[[ Data records, beginning ]]

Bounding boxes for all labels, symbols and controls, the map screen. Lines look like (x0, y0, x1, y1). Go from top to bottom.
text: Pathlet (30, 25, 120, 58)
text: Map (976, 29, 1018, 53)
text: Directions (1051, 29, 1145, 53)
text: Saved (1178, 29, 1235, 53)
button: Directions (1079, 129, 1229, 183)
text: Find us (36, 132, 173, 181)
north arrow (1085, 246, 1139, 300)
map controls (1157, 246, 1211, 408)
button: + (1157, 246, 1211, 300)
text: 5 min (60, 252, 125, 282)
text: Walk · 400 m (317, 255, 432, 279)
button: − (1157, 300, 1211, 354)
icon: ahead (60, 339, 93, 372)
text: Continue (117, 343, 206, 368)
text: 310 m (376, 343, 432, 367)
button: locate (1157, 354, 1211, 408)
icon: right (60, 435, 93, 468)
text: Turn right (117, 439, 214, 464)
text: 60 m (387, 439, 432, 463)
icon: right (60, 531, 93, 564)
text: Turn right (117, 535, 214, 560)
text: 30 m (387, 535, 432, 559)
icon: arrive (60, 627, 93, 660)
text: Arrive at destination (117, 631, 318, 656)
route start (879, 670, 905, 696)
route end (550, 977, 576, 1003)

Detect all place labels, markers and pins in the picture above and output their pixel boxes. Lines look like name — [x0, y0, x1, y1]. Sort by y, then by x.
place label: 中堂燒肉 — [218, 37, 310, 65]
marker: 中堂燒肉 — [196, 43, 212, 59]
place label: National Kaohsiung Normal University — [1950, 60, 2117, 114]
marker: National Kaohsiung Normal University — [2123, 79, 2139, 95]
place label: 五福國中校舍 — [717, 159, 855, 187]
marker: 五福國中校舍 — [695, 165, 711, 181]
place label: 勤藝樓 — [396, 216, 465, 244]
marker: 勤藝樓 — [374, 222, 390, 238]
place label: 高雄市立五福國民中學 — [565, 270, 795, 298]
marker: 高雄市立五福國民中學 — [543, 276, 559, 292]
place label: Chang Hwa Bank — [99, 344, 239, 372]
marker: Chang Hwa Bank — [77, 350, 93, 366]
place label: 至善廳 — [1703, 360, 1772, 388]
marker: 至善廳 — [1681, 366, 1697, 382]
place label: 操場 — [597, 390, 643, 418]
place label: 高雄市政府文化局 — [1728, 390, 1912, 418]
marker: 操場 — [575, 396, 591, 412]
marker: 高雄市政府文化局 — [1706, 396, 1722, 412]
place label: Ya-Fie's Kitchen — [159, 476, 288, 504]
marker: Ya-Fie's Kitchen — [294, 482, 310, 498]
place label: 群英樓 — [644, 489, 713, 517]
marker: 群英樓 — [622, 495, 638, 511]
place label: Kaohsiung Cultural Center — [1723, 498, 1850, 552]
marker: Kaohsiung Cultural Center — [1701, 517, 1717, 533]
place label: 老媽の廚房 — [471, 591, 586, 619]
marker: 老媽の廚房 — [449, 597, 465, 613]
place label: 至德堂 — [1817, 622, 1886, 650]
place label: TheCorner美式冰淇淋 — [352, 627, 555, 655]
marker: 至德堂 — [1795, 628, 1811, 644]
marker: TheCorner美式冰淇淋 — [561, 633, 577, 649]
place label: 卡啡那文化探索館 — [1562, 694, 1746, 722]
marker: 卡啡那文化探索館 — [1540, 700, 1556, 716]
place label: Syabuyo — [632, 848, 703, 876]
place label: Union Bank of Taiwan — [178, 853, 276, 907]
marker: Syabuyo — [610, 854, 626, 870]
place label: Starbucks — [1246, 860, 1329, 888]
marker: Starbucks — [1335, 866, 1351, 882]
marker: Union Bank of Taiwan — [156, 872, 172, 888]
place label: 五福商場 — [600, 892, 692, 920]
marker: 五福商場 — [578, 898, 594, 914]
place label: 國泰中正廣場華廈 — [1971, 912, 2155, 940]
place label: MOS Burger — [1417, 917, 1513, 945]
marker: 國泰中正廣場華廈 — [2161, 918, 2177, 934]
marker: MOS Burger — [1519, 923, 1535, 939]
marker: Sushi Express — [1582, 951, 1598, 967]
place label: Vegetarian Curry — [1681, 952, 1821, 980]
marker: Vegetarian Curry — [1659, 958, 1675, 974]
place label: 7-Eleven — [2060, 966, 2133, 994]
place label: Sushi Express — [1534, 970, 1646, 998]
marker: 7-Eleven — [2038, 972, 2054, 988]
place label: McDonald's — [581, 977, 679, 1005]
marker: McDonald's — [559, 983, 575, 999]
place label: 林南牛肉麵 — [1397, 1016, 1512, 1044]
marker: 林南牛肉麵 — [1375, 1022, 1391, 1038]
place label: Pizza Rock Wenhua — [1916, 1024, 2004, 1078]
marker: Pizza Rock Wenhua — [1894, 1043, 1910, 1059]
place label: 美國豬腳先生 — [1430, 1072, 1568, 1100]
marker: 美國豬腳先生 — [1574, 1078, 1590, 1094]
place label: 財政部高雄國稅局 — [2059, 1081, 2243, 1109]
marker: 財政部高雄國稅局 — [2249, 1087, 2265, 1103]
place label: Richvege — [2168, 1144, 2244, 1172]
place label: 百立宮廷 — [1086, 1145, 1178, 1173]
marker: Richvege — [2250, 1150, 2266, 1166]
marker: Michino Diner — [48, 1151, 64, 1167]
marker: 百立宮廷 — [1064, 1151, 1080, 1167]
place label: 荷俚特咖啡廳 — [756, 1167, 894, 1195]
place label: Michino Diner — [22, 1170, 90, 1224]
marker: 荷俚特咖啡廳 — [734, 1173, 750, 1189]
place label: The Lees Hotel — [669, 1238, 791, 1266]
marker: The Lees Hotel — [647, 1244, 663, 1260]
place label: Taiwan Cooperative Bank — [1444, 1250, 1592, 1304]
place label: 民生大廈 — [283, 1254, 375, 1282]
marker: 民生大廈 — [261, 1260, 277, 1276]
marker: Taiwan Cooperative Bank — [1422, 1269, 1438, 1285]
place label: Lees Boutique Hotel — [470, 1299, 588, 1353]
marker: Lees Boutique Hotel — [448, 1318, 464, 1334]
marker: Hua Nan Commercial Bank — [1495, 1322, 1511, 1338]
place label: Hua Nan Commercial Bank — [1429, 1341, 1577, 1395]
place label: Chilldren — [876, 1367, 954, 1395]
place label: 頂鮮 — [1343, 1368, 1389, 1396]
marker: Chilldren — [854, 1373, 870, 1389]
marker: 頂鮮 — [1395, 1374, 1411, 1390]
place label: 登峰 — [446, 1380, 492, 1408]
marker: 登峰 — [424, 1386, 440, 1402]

[[ Data records, end ]]

* Your task: Whenever a line above contains "Starbucks", copy that line.

* Solution to this exercise:
place label: Starbucks — [1246, 860, 1329, 888]
marker: Starbucks — [1335, 866, 1351, 882]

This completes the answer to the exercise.